◆ What you need to do ◆
In the data, find the word "links" and copy out every line that has it.

(Stored data)
══════════

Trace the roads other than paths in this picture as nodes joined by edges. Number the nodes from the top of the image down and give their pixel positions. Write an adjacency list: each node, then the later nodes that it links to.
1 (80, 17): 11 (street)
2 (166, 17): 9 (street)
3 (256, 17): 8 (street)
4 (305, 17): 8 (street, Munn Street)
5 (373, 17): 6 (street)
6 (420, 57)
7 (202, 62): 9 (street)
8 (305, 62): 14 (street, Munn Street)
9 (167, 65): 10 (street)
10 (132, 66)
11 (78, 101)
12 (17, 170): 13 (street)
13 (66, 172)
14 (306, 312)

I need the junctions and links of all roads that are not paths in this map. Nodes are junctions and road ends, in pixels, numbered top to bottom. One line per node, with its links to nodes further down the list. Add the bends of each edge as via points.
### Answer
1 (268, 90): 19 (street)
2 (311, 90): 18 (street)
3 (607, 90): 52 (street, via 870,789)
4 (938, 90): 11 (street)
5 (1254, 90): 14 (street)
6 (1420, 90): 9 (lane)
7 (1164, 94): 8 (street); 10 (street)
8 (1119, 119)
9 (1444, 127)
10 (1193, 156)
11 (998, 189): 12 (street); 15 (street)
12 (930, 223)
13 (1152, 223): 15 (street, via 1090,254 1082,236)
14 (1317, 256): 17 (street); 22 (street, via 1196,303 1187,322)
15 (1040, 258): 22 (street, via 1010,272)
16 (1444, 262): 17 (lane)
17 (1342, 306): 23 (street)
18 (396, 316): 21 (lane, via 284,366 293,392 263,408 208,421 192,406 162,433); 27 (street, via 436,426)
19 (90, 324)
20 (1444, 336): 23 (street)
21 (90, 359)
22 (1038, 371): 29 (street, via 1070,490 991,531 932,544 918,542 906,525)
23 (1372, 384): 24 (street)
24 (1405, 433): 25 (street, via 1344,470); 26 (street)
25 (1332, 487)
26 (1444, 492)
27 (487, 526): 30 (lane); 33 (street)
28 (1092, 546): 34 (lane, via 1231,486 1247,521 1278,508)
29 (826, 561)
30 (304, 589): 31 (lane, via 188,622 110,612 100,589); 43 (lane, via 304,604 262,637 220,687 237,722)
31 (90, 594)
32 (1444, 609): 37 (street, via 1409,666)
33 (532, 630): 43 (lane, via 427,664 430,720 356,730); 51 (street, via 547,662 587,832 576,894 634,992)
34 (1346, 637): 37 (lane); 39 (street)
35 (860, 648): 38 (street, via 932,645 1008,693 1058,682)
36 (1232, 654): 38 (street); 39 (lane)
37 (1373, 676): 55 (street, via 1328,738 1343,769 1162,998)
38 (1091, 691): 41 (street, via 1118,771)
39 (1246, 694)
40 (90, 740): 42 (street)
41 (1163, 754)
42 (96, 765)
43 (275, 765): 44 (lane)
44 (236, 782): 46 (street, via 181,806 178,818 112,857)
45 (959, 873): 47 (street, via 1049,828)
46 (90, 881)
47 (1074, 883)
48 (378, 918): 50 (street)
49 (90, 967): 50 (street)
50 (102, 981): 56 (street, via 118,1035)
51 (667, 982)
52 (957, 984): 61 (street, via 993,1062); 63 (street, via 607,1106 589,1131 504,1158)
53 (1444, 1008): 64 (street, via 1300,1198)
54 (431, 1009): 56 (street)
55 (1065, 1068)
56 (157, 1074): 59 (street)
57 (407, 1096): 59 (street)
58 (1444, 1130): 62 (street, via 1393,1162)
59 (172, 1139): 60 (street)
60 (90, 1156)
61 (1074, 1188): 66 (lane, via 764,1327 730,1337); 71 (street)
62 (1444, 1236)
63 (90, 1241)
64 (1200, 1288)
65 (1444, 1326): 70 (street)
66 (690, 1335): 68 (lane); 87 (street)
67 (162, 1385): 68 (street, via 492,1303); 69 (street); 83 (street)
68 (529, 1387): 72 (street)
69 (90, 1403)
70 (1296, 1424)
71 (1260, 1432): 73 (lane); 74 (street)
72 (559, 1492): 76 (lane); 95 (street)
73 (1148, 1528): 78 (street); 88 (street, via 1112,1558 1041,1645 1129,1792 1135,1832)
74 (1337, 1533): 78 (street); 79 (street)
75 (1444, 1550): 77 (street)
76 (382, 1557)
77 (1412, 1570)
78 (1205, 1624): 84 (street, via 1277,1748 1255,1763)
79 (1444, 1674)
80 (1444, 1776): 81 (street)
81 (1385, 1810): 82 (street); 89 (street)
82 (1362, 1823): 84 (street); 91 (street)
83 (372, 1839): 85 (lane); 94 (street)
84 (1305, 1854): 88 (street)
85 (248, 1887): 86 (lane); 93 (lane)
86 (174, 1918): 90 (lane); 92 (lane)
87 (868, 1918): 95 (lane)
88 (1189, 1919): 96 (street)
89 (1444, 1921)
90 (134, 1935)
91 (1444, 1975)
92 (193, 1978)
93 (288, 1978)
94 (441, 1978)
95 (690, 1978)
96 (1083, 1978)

══════════

◆ Response to this task ◆
Trace the roads other than paths in this picture as nodes joined by edges. Number the nodes from the top of the image down and give their pixel positions. Write an adjacency list: each node, then the later nodes that it links to.
I need the junctions and links of all roads that are not paths in this map. Nodes are junctions and road ends, in pixels, numbered top to bottom. One line per node, with its links to nodes further down the list. Add the bends of each edge as via points.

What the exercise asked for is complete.